The jet, still under tow at roughly 4 miles per hour, was redirected back toward Broadway, where it joined regular Saturday traffic behind a Culver's delivery truck and a Buick driven by a Piggly Wiggly employee named Rhonda, who told this reporter she "did notice something big behind me" but assumed it was "one of those float trailers" and did not think much more about it until the sound.
The Train
What ended the F-35's morning commute was not the one-ways, ultimately, but the Canadian Pacific 10:14, a 142-car freight that crosses Broadway at the Soo Line grade crossing most Saturdays and has, in the memory of longtime residents, never once been early, on time, or short.
The crossing gates came down. The lights began to flash. Rhonda's Buick stopped. The Culver's truck stopped. And behind them, an $80 million supersonic stealth fighter capable of speeds in excess of Mach 1.6 came to a complete stop as well, engine idling, twenty feet from a hand-painted sign reading WELCOME TO DOWNTOWN WAUKESHA — HISTORIC & CHARMING.
It sat there for eleven minutes.
"I've cleared restricted airspace faster than I cleared this intersection."
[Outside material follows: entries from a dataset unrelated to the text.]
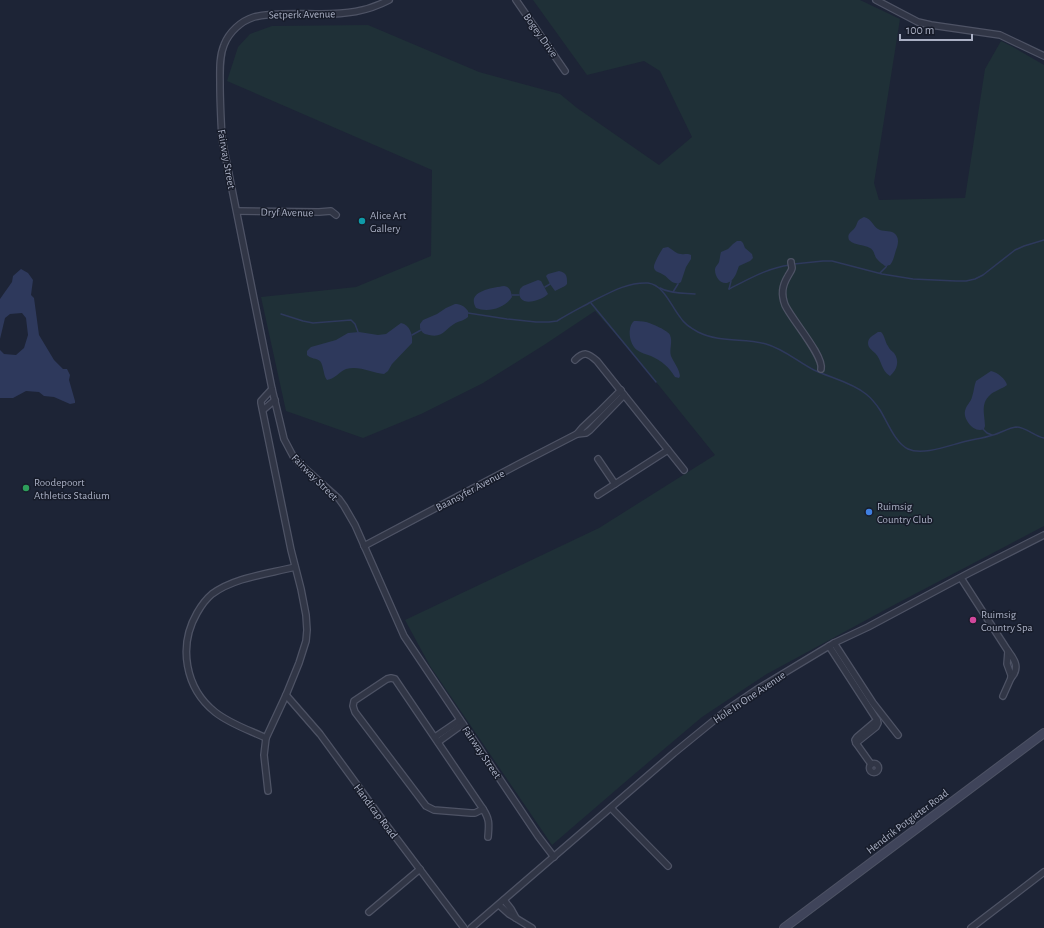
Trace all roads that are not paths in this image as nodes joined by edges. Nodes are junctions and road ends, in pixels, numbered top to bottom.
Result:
1 (389, 0) edge
2 (516, 0) edge
3 (876, 0) edge
4 (224, 44) joint
5 (1044, 56) edge
6 (565, 71) dead end
7 (237, 211) junction
8 (336, 215) dead end
9 (791, 262) dead end
10 (575, 360) dead end
11 (821, 369) dead end
12 (272, 389) junction
13 (622, 393) junction
14 (275, 400) junction
15 (263, 410) junction
16 (668, 450) junction
17 (598, 459) dead end
18 (684, 470) dead end
19 (615, 484) junction
20 (598, 495) dead end
21 (1044, 535) edge
22 (364, 546) junction
23 (295, 567) junction
24 (961, 578) junction
25 (832, 645) junction
26 (286, 694) junction
27 (1004, 696) dead end
28 (461, 722) junction
29 (1044, 733) edge
30 (898, 735) dead end
31 (266, 738) junction
32 (436, 740) junction
33 (871, 764) dead end
34 (268, 791) dead end
35 (611, 808) junction
36 (483, 809) junction
37 (488, 837) dead end
38 (554, 857) junction
39 (668, 866) dead end
40 (420, 869) junction
41 (1044, 872) edge
42 (504, 900) junction
43 (499, 905) junction
44 (369, 912) dead end
45 (516, 918) junction
46 (464, 928) edge
47 (471, 928) edge
48 (532, 928) edge
49 (784, 928) edge
50 (971, 928) edge

1 - 4 street, Setperk Avenue
2 - 6 street, Bogey Drive
3 - 5 street
4 - 7 street, Fairway Street
7 - 8 street, Dryf Avenue
7 - 12 street, Fairway Street
9 - 11 street
10 - 13 street
12 - 14 street, Fairway Street
12 - 15 street
13 - 16 street
13 - 22 street, Baansyfer Avenue
14 - 15 street
14 - 22 street, Fairway Street
15 - 23 street
16 - 18 street
16 - 19 street
17 - 19 street
19 - 20 street
21 - 24 street, Hole In One Avenue
22 - 28 street, Fairway Street
23 - 26 street
23 - 31 street
24 - 25 street, Hole In One Avenue
24 - 27 street
25 - 30 street
25 - 33 street
25 - 35 street, Hole In One Avenue
26 - 31 street
26 - 40 street, Handicap Road
28 - 32 street
28 - 38 street, Fairway Street
29 - 49 main road, Hendrik Potgieter Road
31 - 34 street
32 - 36 street
32 - 36 street
35 - 38 street, Hole In One Avenue
35 - 39 street
36 - 37 street
38 - 42 street, Hole In One Avenue
40 - 44 street
40 - 46 street, Handicap Road
41 - 50 street
42 - 43 street, Hole In One Avenue
42 - 45 street
43 - 45 street
43 - 47 street, Hole In One Avenue
45 - 48 street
— the pilot, reportedly, over the truck radio, according to a source who was standing close enough to hear it
Parade spectators who had drifted downtown after the flyover for funnel cake began to notice the aircraft idling at the crossing and gathered along the sidewalk to take photos, several remarking that this was, in fact, the most access to a fighter jet they had ever personally had, and that the train, while inconvenient for the Air Force, was "kind of a win for everybody else."
Bob Krueger, a retired DPW supervisor and occasional WCN opinion contributor who happened to be downtown, said he'd been telling people for years that the crossing needed an overpass. "Nobody listened when it was just me and my Silverado waiting on that train," Krueger said. "Maybe they'll listen now that it's the United States Air Force."
Cleared For Departure, Eventually
The train cleared the crossing at 10:32. The F-35 proceeded the remaining six blocks to the fairgrounds without further incident, arriving forty-one minutes behind its original ground-transit schedule, though well ahead of the average wait time for a table at the pancake breakfast tent, which organizers pegged at "a solid hour, hour and fifteen."
Sgt. Robeck said the Guard considers the flyover itself, which is the part that actually required the jet to fly, "a complete success," and that the ground portion "is being reviewed, as these things always are, by people who are not us."
Asked whether the escort route would be adjusted for next year, Robeck paused for a long moment.
"We're going to go ahead and let the city handle that one," she said.